[Items from a data source]
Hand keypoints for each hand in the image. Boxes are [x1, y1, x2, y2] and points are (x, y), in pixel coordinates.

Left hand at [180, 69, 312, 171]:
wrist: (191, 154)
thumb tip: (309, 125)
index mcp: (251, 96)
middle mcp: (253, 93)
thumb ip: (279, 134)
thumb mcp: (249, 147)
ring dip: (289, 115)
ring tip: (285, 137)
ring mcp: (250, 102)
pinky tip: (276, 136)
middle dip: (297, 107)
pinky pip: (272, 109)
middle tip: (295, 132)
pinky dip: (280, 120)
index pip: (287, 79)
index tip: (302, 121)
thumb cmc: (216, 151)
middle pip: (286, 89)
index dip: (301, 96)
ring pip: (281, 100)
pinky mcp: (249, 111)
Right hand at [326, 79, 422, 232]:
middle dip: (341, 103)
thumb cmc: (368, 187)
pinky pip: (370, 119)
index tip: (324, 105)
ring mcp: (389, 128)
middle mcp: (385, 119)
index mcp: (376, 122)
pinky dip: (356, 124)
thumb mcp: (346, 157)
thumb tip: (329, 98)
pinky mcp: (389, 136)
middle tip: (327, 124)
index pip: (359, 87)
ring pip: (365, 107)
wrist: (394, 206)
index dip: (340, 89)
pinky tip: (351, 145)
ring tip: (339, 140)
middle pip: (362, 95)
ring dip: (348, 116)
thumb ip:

> [YOUR INSTRUCTIONS] Would you write out the full set of records above without alteration?

> [TASK RESPONSE]
Hand keypoints for each hand in the image. Boxes are [x1, y1, x2, y2] and points are (x, y), in pixel coordinates.

Left hand at [180, 69, 312, 171]:
wrist: (191, 154)
thumb tip: (309, 125)
index mcp: (251, 96)
middle mcp: (253, 93)
thumb ip: (279, 134)
thumb mcp: (249, 147)
ring dip: (289, 115)
ring tip: (285, 137)
ring mcp: (250, 102)
pinky tip: (276, 136)
middle dip: (297, 107)
pinky pip: (272, 109)
middle tip: (295, 132)
pinky dip: (280, 120)
index pip: (287, 79)
index tip: (302, 121)
thumb cmc: (216, 151)
middle pip: (286, 89)
index dip: (301, 96)
ring pip: (281, 100)
pinky mcp: (249, 111)
Right hand at [326, 79, 422, 232]:
middle dip: (341, 103)
thumb cmc: (368, 187)
pinky pip: (370, 119)
index tip: (324, 105)
ring mcp: (389, 128)
middle mcp: (385, 119)
index mcp: (376, 122)
pinky dip: (356, 124)
thumb mcp: (346, 157)
thumb tip: (329, 98)
pinky mcp: (389, 136)
middle tip: (327, 124)
index pip: (359, 87)
ring pip: (365, 107)
wrist: (394, 206)
index dip: (340, 89)
pinky tip: (351, 145)
ring tip: (339, 140)
middle pip: (362, 95)
ring dip: (348, 116)
thumb ip:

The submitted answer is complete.